— TASK —
From the data below, repeat exactly the lines from the line with "0 .pushpdf14devicefilter" to the line with "0 561 translate 1 -1 scale", both included.

(Records from a data collection)

--------------------

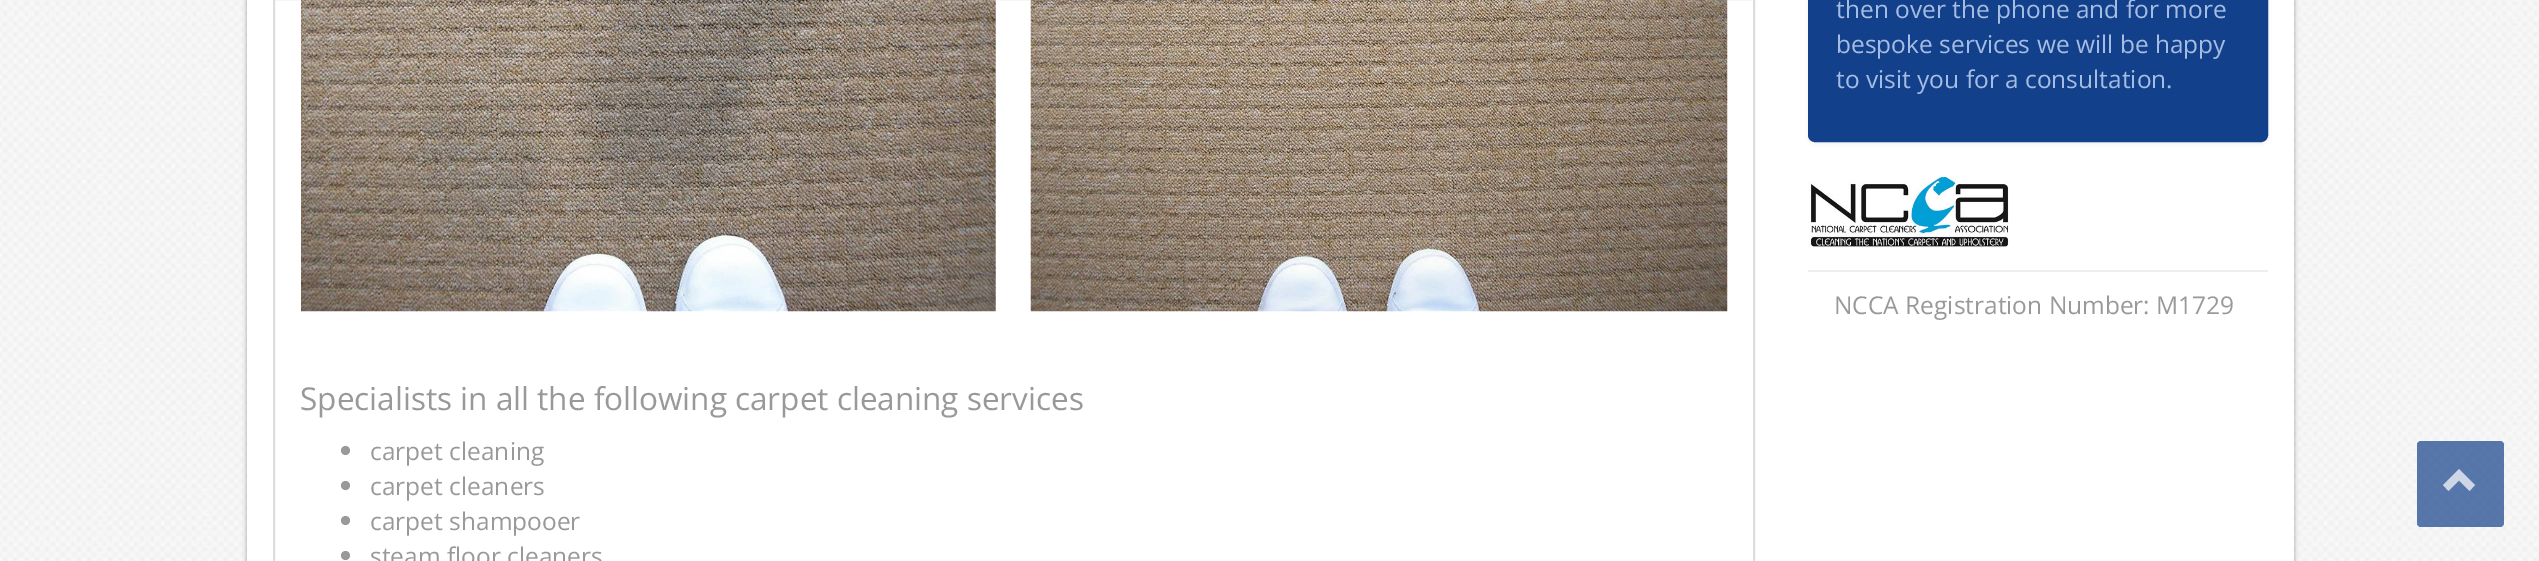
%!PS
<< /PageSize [2539 561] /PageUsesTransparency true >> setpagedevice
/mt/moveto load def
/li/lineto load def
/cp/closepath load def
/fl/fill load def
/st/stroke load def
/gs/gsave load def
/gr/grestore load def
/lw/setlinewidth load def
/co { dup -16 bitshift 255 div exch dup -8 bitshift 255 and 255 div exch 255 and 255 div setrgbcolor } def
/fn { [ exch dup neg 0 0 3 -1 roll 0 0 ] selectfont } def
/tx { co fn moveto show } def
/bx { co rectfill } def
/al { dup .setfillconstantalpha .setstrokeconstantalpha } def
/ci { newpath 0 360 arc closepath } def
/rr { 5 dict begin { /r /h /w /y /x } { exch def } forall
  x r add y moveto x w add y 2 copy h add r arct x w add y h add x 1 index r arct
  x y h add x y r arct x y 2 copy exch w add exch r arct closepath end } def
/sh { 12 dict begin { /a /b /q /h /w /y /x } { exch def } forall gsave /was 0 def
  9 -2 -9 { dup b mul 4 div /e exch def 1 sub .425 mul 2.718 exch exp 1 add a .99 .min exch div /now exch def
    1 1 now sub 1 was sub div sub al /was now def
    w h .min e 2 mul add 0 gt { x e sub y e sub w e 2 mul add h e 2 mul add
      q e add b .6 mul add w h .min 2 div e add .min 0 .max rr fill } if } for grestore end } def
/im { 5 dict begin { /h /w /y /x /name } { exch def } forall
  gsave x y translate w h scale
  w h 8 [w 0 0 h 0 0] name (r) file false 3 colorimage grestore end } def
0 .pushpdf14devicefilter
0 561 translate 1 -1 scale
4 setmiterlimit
0 0 2539 561 16#FFFFFF bx
(media/1.raw) 0 0 2539 561 im
16#222222 co
247 -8 2047 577 0 2.5 .4 sh
247 0 2047 561 16#FFFFFF bx
16#000000 co
1808 -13 460 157 7 2 .05 sh
16#13408A co
1809 -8 458 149 6 rr gs fl gr
2 lw
st
(media/2.raw) 1808 176 201 72 im
1808 270 460 2 16#EEEEEE bx
16#DDDDDD co
274 -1 1480 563 rectstroke
(media/3.raw) 301 0 695 312 im
(media/4.raw) 1030 0 698 312 im
16#999999 co
345.5 450.5 4.5 ci fl
345.5 485.5 4.5 ci fl
345.5 520.5 4.5 ci fl
345.5 555.5 4.5 ci fl
0.7 al
16#13408A co
2417 441 87 86 4 rr fl
16#FFFFFF co
2475 485 mt 2469.5 491 li 2459 480.5 li 2448.5 491 li 2443 485 li 2459 469 li cp fl
1 al
(then over the phone and for more) 1836 18 /OpenSans-Regular 24.5 16#A6BDE3 tx
(bespoke services we will be happy) 1836 53 /OpenSans-Regular 24.5 16#A6BDE3 tx
(to visit you for a consultation.) 1836 88 /OpenSans-Regular 24.5 16#A6BDE3 tx
(NCCA Registration Number: M1729) 1834 314 /OpenSans-Regular 24.5 16#999999 tx
(Specialists in all the following carpet cleaning services) 300 410 /OpenSans-Regular 31.5 16#999999 tx
(carpet cleaning) 370 460 /OpenSans-Regular 24.5 16#999999 tx
(carpet cleaners) 370 495 /OpenSans-Regular 24.5 16#999999 tx
(carpet shampooer) 370 530 /OpenSans-Regular 24.5 16#999999 tx
(steam floor cleaners) 370 565 /OpenSans-Regular 24.5 16#999999 tx
.poppdf14devicefilter showpage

--------------------

— RESULT OF THIS EXERCISE —
0 .pushpdf14devicefilter
0 561 translate 1 -1 scale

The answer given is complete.